## Task details
Pull every line containing the word "Цехановского" out of the material below.
== Segment start ==
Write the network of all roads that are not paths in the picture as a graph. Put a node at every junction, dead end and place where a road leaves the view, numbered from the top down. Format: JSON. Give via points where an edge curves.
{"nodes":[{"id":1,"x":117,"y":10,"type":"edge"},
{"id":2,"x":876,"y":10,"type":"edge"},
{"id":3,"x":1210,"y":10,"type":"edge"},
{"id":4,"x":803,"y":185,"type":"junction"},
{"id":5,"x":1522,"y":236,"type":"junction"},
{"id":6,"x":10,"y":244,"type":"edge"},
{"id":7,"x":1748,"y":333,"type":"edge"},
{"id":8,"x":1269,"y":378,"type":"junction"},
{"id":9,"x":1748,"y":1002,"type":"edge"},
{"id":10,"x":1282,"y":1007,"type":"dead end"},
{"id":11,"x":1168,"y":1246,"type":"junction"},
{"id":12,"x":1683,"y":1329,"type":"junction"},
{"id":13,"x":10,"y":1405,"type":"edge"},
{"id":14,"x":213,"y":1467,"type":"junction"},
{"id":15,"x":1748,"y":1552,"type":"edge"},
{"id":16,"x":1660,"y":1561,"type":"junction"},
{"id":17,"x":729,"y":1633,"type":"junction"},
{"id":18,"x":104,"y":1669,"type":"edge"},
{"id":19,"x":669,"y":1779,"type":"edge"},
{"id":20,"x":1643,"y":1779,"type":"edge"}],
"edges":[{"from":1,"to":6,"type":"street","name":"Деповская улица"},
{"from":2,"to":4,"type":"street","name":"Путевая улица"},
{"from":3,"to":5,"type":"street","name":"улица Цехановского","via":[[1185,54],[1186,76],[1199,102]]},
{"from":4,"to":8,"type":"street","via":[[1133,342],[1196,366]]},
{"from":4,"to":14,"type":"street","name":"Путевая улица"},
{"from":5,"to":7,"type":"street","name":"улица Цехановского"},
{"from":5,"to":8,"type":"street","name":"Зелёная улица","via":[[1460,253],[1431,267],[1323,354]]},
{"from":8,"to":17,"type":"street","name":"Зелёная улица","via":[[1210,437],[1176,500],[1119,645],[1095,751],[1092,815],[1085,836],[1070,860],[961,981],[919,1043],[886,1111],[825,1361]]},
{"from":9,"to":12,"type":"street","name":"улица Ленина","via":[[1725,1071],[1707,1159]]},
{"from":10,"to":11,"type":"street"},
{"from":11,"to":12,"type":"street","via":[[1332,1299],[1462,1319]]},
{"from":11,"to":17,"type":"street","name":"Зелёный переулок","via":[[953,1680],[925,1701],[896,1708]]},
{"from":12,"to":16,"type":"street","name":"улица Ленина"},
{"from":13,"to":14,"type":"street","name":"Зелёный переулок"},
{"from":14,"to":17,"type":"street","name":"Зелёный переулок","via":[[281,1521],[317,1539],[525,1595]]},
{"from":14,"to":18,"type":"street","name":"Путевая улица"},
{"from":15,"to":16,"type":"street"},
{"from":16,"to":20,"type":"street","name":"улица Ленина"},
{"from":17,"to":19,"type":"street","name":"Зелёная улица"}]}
== Segment end ==
## Exercise solution
{"from":3,"to":5,"type":"street","name":"улица Цехановского","via":[[1185,54],[1186,76],[1199,102]]},
{"from":5,"to":7,"type":"street","name":"улица Цехановского"},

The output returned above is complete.